*** Opening Data supplied ***

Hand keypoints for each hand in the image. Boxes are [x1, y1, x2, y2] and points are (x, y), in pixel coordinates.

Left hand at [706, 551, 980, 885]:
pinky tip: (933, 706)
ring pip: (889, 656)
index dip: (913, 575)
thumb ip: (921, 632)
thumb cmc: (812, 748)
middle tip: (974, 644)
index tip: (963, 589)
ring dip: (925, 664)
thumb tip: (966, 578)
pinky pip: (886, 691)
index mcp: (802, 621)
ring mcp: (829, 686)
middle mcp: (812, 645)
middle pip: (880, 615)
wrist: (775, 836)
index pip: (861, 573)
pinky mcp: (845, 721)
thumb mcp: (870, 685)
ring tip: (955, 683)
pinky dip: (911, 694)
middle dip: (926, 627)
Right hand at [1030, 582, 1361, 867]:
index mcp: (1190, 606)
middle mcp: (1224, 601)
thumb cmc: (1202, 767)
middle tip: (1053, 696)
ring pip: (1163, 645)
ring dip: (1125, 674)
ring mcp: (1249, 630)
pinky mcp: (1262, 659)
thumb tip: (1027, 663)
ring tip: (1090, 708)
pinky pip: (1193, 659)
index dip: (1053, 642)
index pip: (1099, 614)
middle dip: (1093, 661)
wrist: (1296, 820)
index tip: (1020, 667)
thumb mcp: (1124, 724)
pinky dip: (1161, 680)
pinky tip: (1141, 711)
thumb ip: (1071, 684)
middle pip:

*** Closing Data supplied ***

→ Work required
Transcribe every line of the records, keeping each one exact.

→ Output below
Hand keypoints for each hand in the image. Boxes are [x1, y1, x2, y2] and points are (x, y), in pixel coordinates.

Left hand at [706, 551, 980, 885]:
pinky tip: (933, 706)
ring pip: (889, 656)
index dip: (913, 575)
thumb ip: (921, 632)
thumb cmc: (812, 748)
middle tip: (974, 644)
index tip: (963, 589)
ring dip: (925, 664)
thumb tip: (966, 578)
pinky pip: (886, 691)
index mcp: (802, 621)
ring mcp: (829, 686)
middle mcp: (812, 645)
middle pip: (880, 615)
wrist: (775, 836)
index pip: (861, 573)
pinky mcp: (845, 721)
thumb mcp: (870, 685)
ring tip: (955, 683)
pinky dip: (911, 694)
middle dip: (926, 627)
Right hand at [1030, 582, 1361, 867]:
index mcp: (1190, 606)
middle mcp: (1224, 601)
thumb cmc: (1202, 767)
middle tip: (1053, 696)
ring pip: (1163, 645)
ring dip: (1125, 674)
ring mcp: (1249, 630)
pinky mcp: (1262, 659)
thumb tip: (1027, 663)
ring tip: (1090, 708)
pinky pip: (1193, 659)
index dip: (1053, 642)
index pip: (1099, 614)
middle dip: (1093, 661)
wrist: (1296, 820)
index tip: (1020, 667)
thumb mcp: (1124, 724)
pinky dip: (1161, 680)
pinky tip: (1141, 711)
thumb ip: (1071, 684)
middle pip:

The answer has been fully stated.